Monday, March 30, 2015

Rush 6: The Brit Shot

In a scene occurring an hour and eight minutes into, "Bridge on the River Kwai," we see four British officers traveling across the River Kwai via ferry. The shot is a long shot, uninterrupted by cuts. The camera is fixed on the ferry and the officers, meaning all dynamicism in the shot is provided by the  background: the River Kwai itself, and British soldiers jumping, playing, splashing, and possibly working in the water around the bridge.

The scene is ultimately a comic one. The assertion by the uptight officers that good British values will construct a bridge is contrasted by the care-free cavorting of the troops behind them. This ironic juxtaposition is further highlighted by the difference between the solid foreground of the four British officers, and the wild background of the jungle and splashing troops. If tragedy is a story of clashing values (family versus country, etc), then this scene is not yet tragic. We see officers who are oblivious to the world around them, assuming that their values will readily supplant the ones ignored behind them.

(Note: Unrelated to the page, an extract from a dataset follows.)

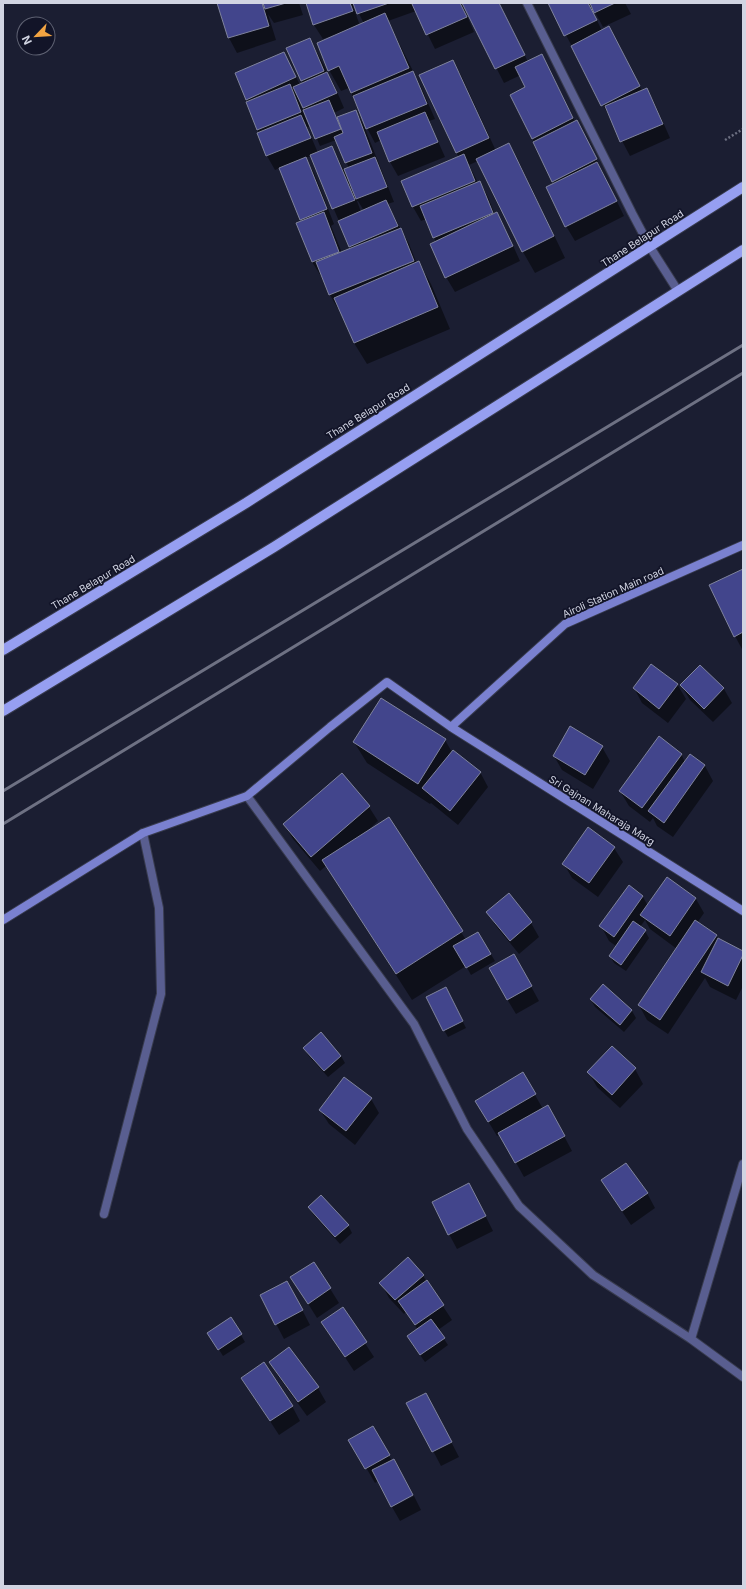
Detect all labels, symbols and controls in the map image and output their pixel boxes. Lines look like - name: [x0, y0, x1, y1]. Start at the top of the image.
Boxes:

In terms of impacting the historical audience for the film, 1960s America (not the diagetic context of the film, WWII), there is the connotation of the war in Vietnam, but there is also the question of the emergence of Japan as an industrial power post WWII. The logic of the film up to this point, and this scene in particular, posits that the Japanese were incompetent when it came to the quality control and rigor needed for modern manufacturing (they created the environment of chaos personified by the jungle and revelrous British soldiers), and that it was the influence of the western world which would provide the stability and eye for detail which ultimately enabled success.

Monday, March 2, 2015

Rush 5: The Non-Diegetic Soliloquy and the Performer's Relationship to the Audience

Chief among the pantheon of techniques of artifice which signal that we are in the realm of the theatrical is the soliloquy. Outside of the theater, speaking one's thoughts aloud is generally considered to be a sign of flagging mental well being; to talk to oneself is a sign of agitation or altered social mores. Yet this speaking aloud otherwise private thoughts is extraordinarily present in our theatrical tradition.

Though the Greek tragedy, "Antigone" does not have the same soliloquy's of "Hamlet," or "Oedipus Rex" it is replete with long didactic speeches and a chorus who speaks to the audience in very plain terms about the stakes and themes of the play. These theatrical methods of direct addressed survived and evolved for thousands of years. But how has direct address translated to film, a theatrical medium wherein the actor is nowhere near the audience being directly addressed? One example to consider is Laurence Olivier's adaptation of Hamlet. Hamlet's first soliloquy (Act 1 Scene 2 "O that this too too solid flesh would melt [...]") is spoken partially aloud, and partially as non-diagetic narration heard by the audience, but not spoken by the actor on screen. During the long stretches of non-diegetic soliloquy, we the audience are left only to contemplate Olivier's facial expressions.

If we are to naively speculate on reasons why Olivier may have chosen the non-diegetic or intra-diaegetic over-narration  for this section of the film, we can consider many possibilities:

  • The prevalence of psychology and notions of the subconscious in the 20th century made the idea of an "internal monologue" a compelling one for audiences, and something which could be explored more easily using recorded sound on film than in spoken theater
  • Silence and suffering are interesting correlatives which are not explored very effectively in theatrical tragedy: What is a Hamlet like when he bemoans less loudly and more internally?
  • The relationship between the audience and the actor is fundamentally changed when a play is filmed versus when a play is performed. Would Olivier's soliloquy be somehow 'worse' if it was performed as though for stage? 
  • Audiences themselves changed: Suppose that the long speeches of 'Antigone' seemed naturalistic or realistic to Greek audiences? We can easily imagine that people spoke in a longer, more considered way in ancient Greece than they do today; or in 1948. This presentation of the soliloquy as internal could seem equally 'real' to the 1948 audience as the wholly spoken soliloquy did to Hamlet's original audience.